_Work instruction_.
From the line that contains "ring pip: (139, 88)" down to the last line of the entries, repeat every line exactly. Do not carry over the pictures.

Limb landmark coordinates
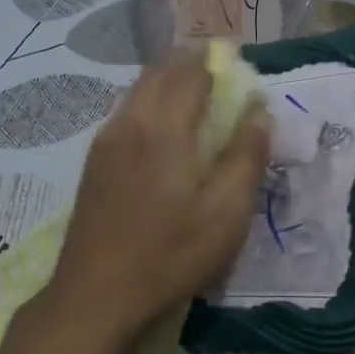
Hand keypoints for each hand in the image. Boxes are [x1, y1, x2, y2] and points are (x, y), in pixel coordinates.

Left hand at [47, 49, 270, 342]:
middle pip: (161, 70)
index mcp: (165, 127)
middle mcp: (131, 120)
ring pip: (139, 88)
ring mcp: (106, 139)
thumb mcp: (225, 214)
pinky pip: (126, 111)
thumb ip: (246, 156)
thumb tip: (260, 109)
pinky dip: (150, 102)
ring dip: (169, 81)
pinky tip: (163, 131)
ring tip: (196, 99)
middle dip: (192, 63)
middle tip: (221, 77)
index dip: (218, 59)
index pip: (192, 69)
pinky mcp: (94, 160)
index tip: (240, 62)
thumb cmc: (170, 255)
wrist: (95, 294)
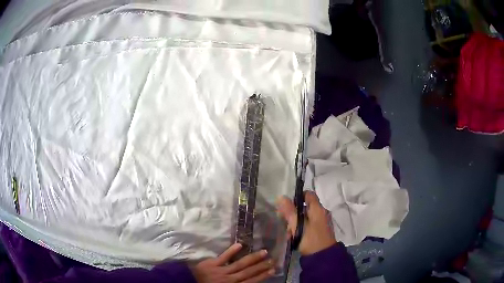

_Your response_.
ring pip: (139, 88)
ring mcp: (106, 139)
thumb mcp: (225, 214)
pinky pip: (126, 111)
thumb ip: (246, 156)
thumb tip: (260, 109)
pinky dip: (150, 102)
ring dip: (169, 81)
pinky tip: (163, 131)
ring tip: (196, 99)
middle dip: (192, 63)
middle tip: (221, 77)
index dip: (218, 59)
index pip: (192, 69)
pinky mcp: (94, 160)
index tip: (240, 62)
thumb cmc: (170, 255)
wrist: (95, 294)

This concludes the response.